В России, где был примерно такой же переизбыток земли, как в Северной Америке, а мужик, то есть крепостной крестьянин, был мало заинтересован в культуре обращения с почвой, господствовал отчасти архаичный, отчасти колониальный стиль обращения с почвами, в некоторых отношениях сравнимый с американским. В отдаленных регионах, особенно новоосвоенных, вплоть до XX века пренебрегали и удобрениями, и севооборотом. После того как почва истощалась, ее оставляли и распахивали новые земли. Животноводство, за исключением овцеводства, в общем было развито слабо. Русский историк Ключевский говорил о своеобразном таланте древнерусского крестьянина «истощать землю». Но может быть, 10-летней или даже более долгой залежи хватало для восстановления плодородия? Если с точки зрения современной экономики повсеместная инерция и вялость были кошмаром, то это вовсе не означало их вредоносности для окружающей среды. Экологическая история России еще практически не изучена. Правда, четко просматривается тяжелый экологический ущерб, который был нанесен освоением земель южнорусского степного пояса с XVII века. Обширные, когда-то плодородные земли вследствие эрозии потеряли свою ценность для земледелия. В Черноземье с его изумительным плодородием почвы вообще не удобрялись: навозом здесь топили, как в Индии и Внутренней Азии. Особенно бесконтрольным и эксцессивным было подсечно-огневое земледелие в Сибири (см. примеч. 60). На свой лад, но огромная Российская империя склонялась примерно к той же модели истощительного хозяйства, как и Северная Америка. Обеим мировым державам XX века не хватало традиций практического почвенного сознания, несмотря даже на то что в науке о почвах Россия стала мировым лидером.
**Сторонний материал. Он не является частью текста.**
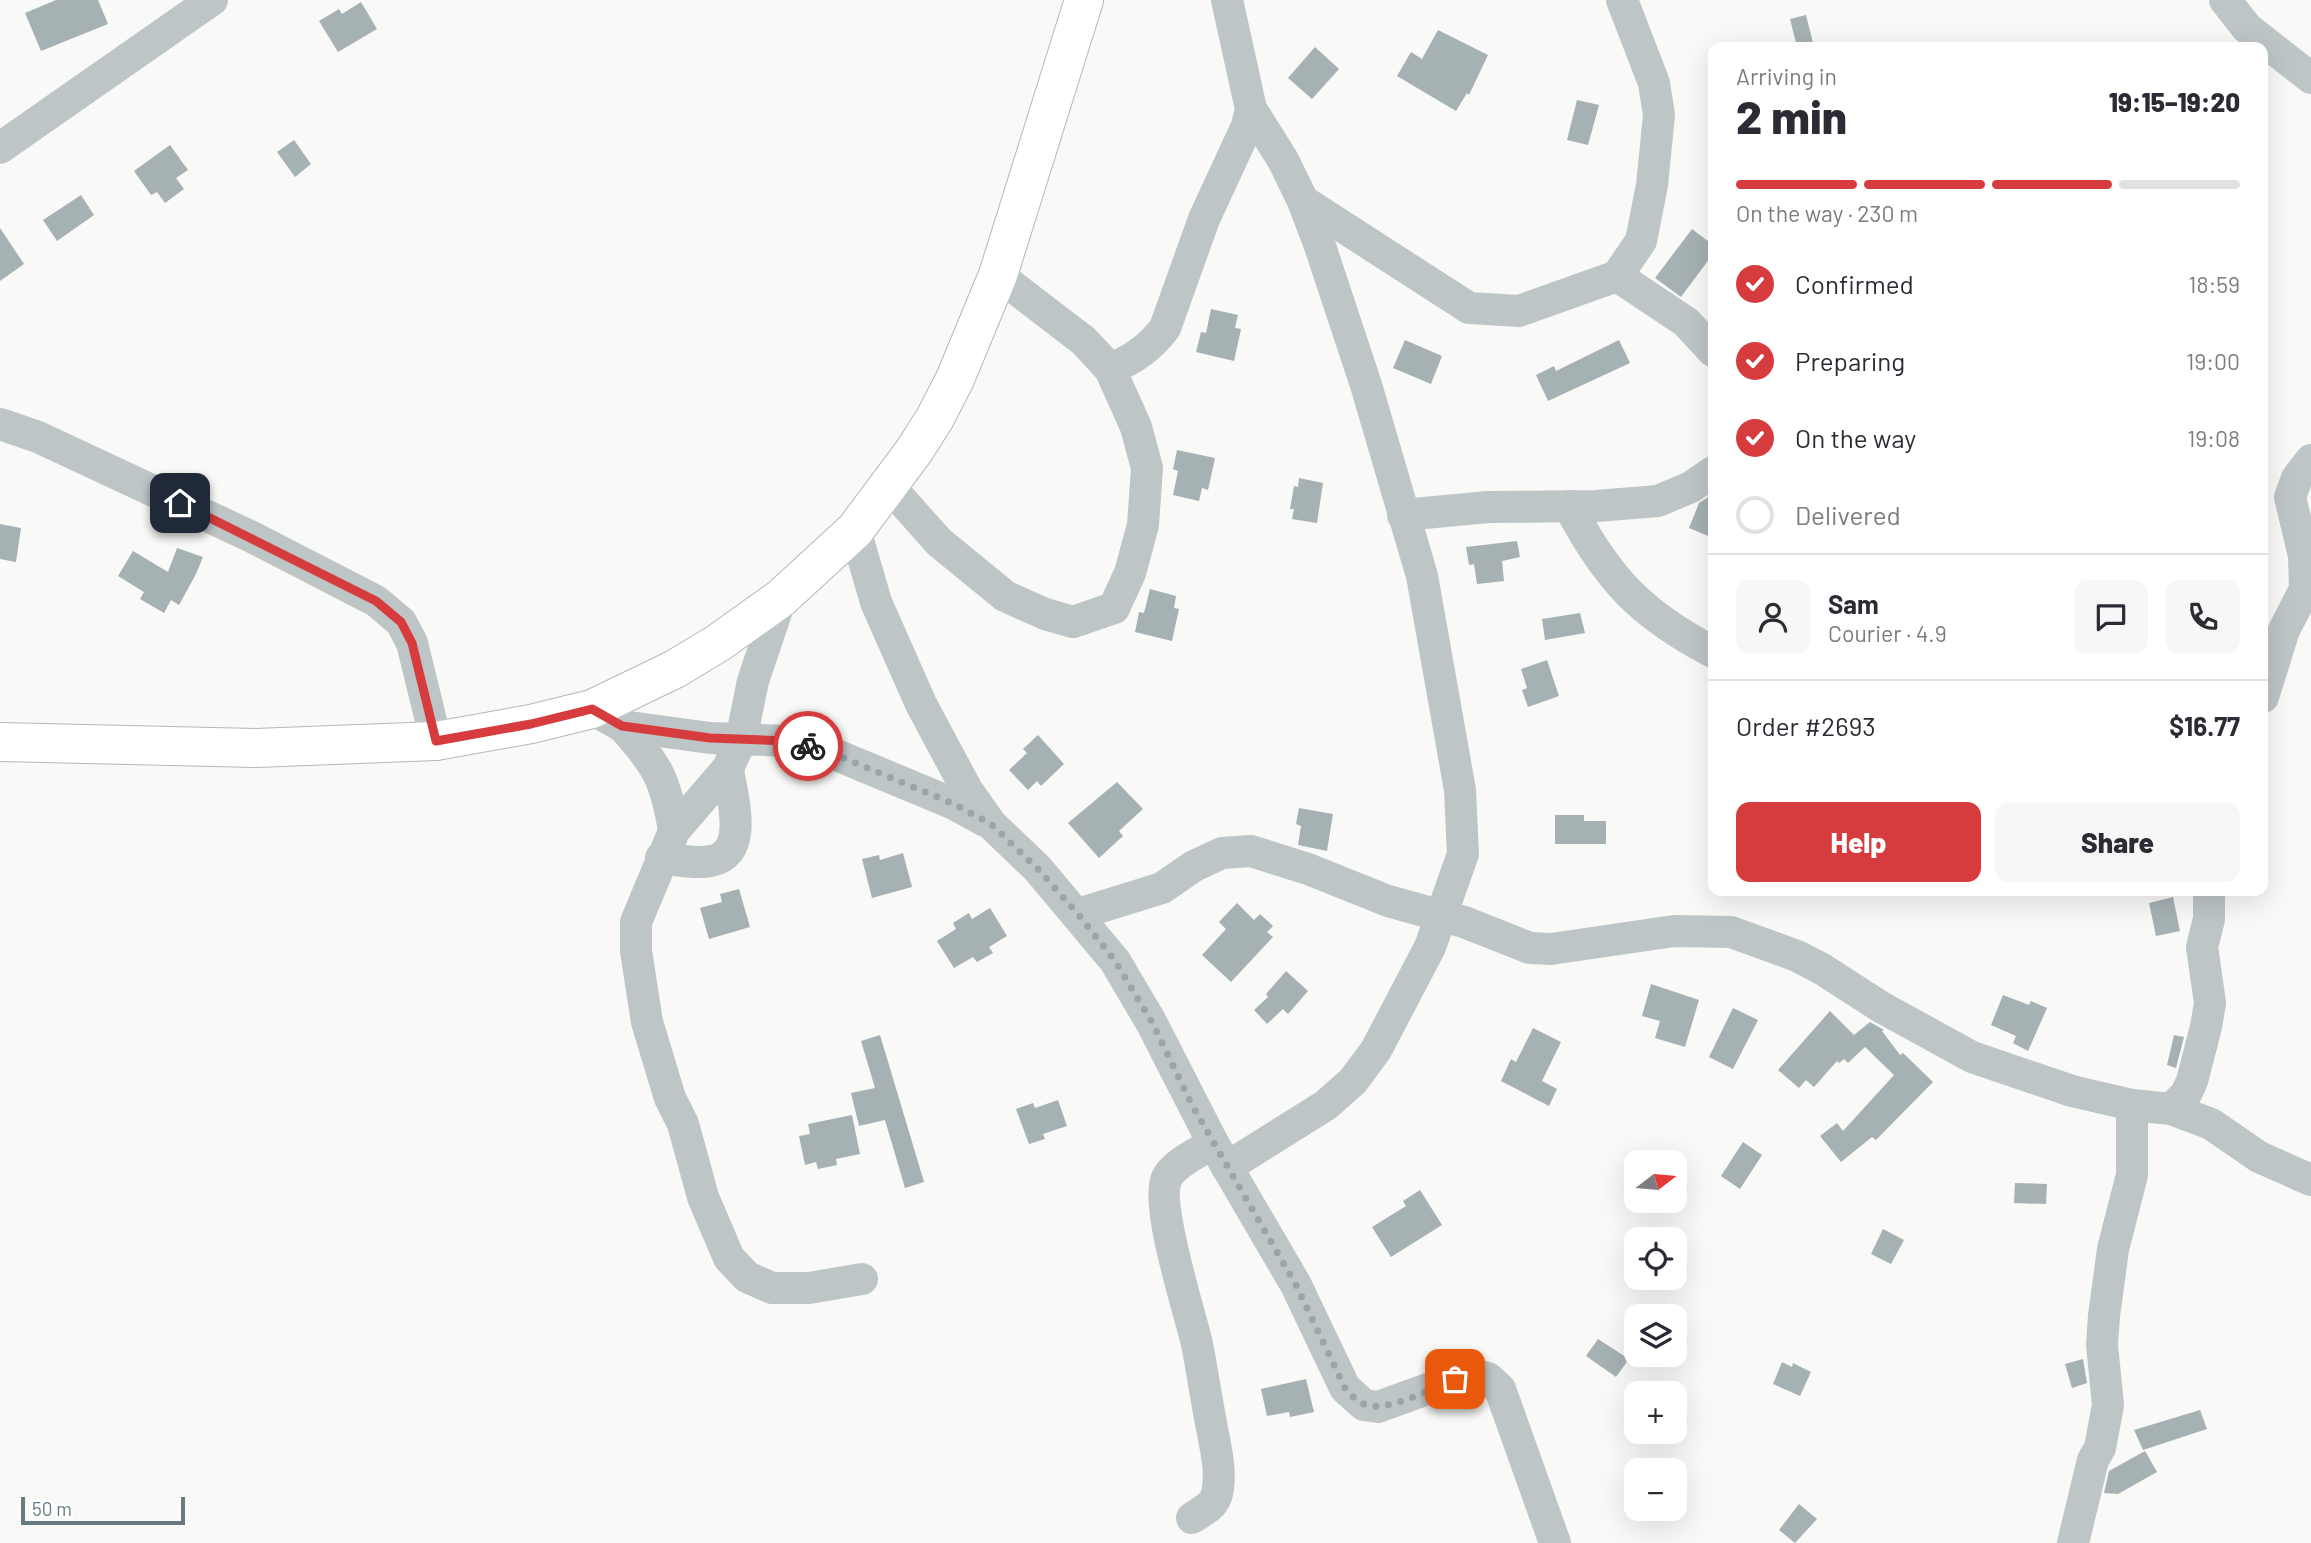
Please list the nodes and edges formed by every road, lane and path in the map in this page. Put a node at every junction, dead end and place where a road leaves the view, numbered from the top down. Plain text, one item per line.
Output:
1 (212, 0) edge
2 (1084, 0) edge
3 (1227, 0) edge
4 (1622, 0) edge
5 (2225, 0) edge
6 (2265, 42) edge
7 (2268, 44) edge
8 (2311, 78) edge
9 (1251, 109) junction
10 (0, 148) edge
11 (1303, 201) junction
12 (998, 275) junction
13 (1617, 276) junction
14 (1708, 346) edge
15 (1110, 369) junction
16 (0, 424) edge
17 (2311, 460) edge
18 (1708, 475) edge
19 (889, 486) junction
20 (1569, 506) junction
21 (1403, 515) junction
22 (855, 530) junction
23 (781, 598) junction
24 (1708, 649) edge
25 (2268, 680) edge
26 (607, 717) junction
27 (741, 740) junction
28 (436, 741) junction
29 (0, 742) edge
30 (728, 768) junction
31 (991, 824) junction
32 (668, 845) junction
33 (2209, 896) edge
34 (1078, 914) junction
35 (1440, 914) junction
36 (2132, 1105) junction
37 (2171, 1109) junction
38 (1220, 1155) junction
39 (2311, 1180) edge
40 (862, 1279) dead end
41 (1192, 1518) dead end
42 (1555, 1543) edge
43 (2073, 1543) edge

1 - 10 street
2 - 12 main road
3 - 9 street
4 - 13 street
5 - 6 street
7 - 8 street
9 - 11 street
9 - 15 street
11 - 13 street
11 - 21 street
12 - 15 street
12 - 19 main road
13 - 14 street
15 - 19 street
16 - 28 street
17 - 25 street
18 - 20 street
19 - 22 main road
20 - 21 street
20 - 24 street
21 - 35 street
22 - 23 main road
22 - 31 street
23 - 26 main road
23 - 27 street
26 - 27 street
26 - 28 main road
26 - 32 street
27 - 30 street
27 - 31 street
28 - 29 main road
30 - 32 street
30 - 32 street
31 - 34 street
32 - 40 street
33 - 37 street
34 - 35 street
34 - 38 street
35 - 36 street
35 - 38 street
36 - 37 street
36 - 43 street
37 - 39 street
38 - 41 street
38 - 42 street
Метафизический природный романтизм, напротив, присущ американской культуре не меньше, чем Старому Свету. Однако страстная любовь американцев к дикой природе била мимо целей устойчивой экономики. Энтузиазм в отношении «нетронутой» природы не помогал ни сажать лес на вырубках, ни контролировать сами рубки. Лесной житель и отшельник Генри Торо[171]проповедовал крайнюю степень индивидуализма, а вовсе не регулирование. Лесная романтика и крупномасштабные рубки в США существовали параллельно, так же как романтика индейской жизни и геноцид индейцев. Токвиль[172]полагал, что американские леса вызывали столь романтические чувства потому, что все знали – в скором времени их не будет (см. примеч. 61).